In each case (Kristina Newman-Scott at RAW, Zina Davis at U of H and Nina Felshin at Wesleyan), financial crisis is the reason given for the decisions, which should not surprise us given the current economy. But a more careful look at what is happening in Hartford reveals a few things worth thinking about.
Zina Davis was told her position had been eliminated by Hartford Art School Dean Power Boothe, who explains he had little choice after being told by the university to cut $250,000 from his budget. Because faculty positions are protected and relative to other cost-saving measures the gallery director position was, in his words, "not critical to the mission of the art school," the curator position was eliminated. Davis calls this explanation disingenuous, insisting she was never included in budget discussions and would have eagerly worked with administration to find savings, including reducing her own position to part time.
Newman-Scott says almost the same thing. Will K. Wilkins, RAW director, was offered a pay cut in recent belt-tightening. Newman-Scott notes she was not offered any similar option, and points out that bookkeepers, development staff and house managers remain in their positions while a position central to the organization's core was eliminated.
None of this is easy, but arguing a gallery curator is not critical to the mission of an art school, as the administration at the University of Hartford has, ignores what curators actually do.

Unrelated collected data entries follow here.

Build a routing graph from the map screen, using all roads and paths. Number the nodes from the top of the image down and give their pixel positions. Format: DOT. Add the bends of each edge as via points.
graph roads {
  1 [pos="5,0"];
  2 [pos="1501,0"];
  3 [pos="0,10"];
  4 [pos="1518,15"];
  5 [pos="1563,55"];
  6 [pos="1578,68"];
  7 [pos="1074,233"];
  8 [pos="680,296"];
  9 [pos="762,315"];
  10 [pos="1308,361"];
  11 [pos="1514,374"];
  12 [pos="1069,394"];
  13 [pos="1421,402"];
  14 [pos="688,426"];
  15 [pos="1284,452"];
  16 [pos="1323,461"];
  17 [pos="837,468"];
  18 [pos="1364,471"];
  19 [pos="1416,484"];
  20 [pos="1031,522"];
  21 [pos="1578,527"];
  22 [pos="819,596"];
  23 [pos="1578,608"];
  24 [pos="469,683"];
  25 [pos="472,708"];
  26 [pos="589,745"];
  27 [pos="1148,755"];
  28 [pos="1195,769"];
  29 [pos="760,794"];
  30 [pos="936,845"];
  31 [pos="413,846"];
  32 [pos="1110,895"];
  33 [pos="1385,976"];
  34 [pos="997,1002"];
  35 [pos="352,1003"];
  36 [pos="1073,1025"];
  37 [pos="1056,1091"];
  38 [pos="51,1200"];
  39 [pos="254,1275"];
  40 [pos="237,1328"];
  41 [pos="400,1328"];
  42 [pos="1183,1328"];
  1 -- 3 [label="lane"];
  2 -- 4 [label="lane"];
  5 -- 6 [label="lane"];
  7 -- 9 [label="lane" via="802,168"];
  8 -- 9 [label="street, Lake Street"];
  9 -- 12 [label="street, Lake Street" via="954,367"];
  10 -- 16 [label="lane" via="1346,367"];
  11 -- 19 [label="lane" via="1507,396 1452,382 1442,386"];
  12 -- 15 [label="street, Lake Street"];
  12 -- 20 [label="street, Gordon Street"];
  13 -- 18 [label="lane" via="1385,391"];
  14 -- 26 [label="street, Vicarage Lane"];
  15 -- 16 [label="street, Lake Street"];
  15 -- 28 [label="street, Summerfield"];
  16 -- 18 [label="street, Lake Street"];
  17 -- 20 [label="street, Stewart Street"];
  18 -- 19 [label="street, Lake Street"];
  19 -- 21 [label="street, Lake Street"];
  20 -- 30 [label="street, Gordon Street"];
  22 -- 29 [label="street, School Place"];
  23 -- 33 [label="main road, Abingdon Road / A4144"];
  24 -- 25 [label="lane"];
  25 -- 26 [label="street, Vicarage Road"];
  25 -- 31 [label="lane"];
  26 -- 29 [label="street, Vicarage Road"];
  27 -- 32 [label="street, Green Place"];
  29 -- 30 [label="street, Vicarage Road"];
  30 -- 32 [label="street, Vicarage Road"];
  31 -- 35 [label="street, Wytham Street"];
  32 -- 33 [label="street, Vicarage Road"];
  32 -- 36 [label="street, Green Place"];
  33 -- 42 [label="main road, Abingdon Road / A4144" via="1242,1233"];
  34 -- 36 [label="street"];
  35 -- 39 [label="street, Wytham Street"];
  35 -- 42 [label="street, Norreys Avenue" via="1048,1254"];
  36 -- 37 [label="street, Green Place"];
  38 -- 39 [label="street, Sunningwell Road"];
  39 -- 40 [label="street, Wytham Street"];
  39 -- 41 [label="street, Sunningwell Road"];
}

Davis brought internationally recognized artists to the school and directed a program that placed some of the most accomplished thinkers in the art world in direct contact with the campus to participate in global conversations. What could be more critical to an aspiring artist than joining these conversations? Even simpler, what could be more critical than to learn what a gallery is, what a curator does and how exhibitions are made, when all artists graduate with the hope of having a curator exhibit their work in a gallery?
Meanwhile, RAW (where I got my first job as a curator) will see Wilkins taking on a curatorial role. Wilkins also plans to hire guest curators to do specific projects, and describes democratizing the curatorial functions by bringing development, cafe, bookkeeping and other staff members into the planning of exhibitions and programs in the absence of a curator.
Eliminating a curator certainly saves money, but a curator does more than just choose art to hang on a wall.
RAW's landmark exhibitions of contemporary art from Puerto Rico (2004) and Poland (2006) were initiated and developed by a staff curator who was in close touch with the art world but also knew and cared about the specifics of where RAW is — in proximity to large and vibrant Polish and Puerto Rican communities. RAW's legendary ability to integrate global conversations with the local, specific context of Hartford is by and large the result of its history of curators. Itinerant curators cannot do this.
Pamela Tatge, the director of the Davidson Art Center at Wesleyan forced to eliminate Felshin's position, uniquely understands this, explaining the decision by first describing what she knows is being lost. "We are losing someone who knows the community the gallery serves, and guest curators can't do what Nina did. But we will do our best."
Hartford will have to do its best, too, but three of the region's four contemporary art programs are now without directors and, like dying canaries, it's alarming.
Steven Holmes of West Hartford is curator of the Cartin Collection and adjunct curator at the Bass Museum of Art in Miami. He was curator at Real Art Ways from 2000 to 2005.
Reprinted with permission of the Hartford Courant.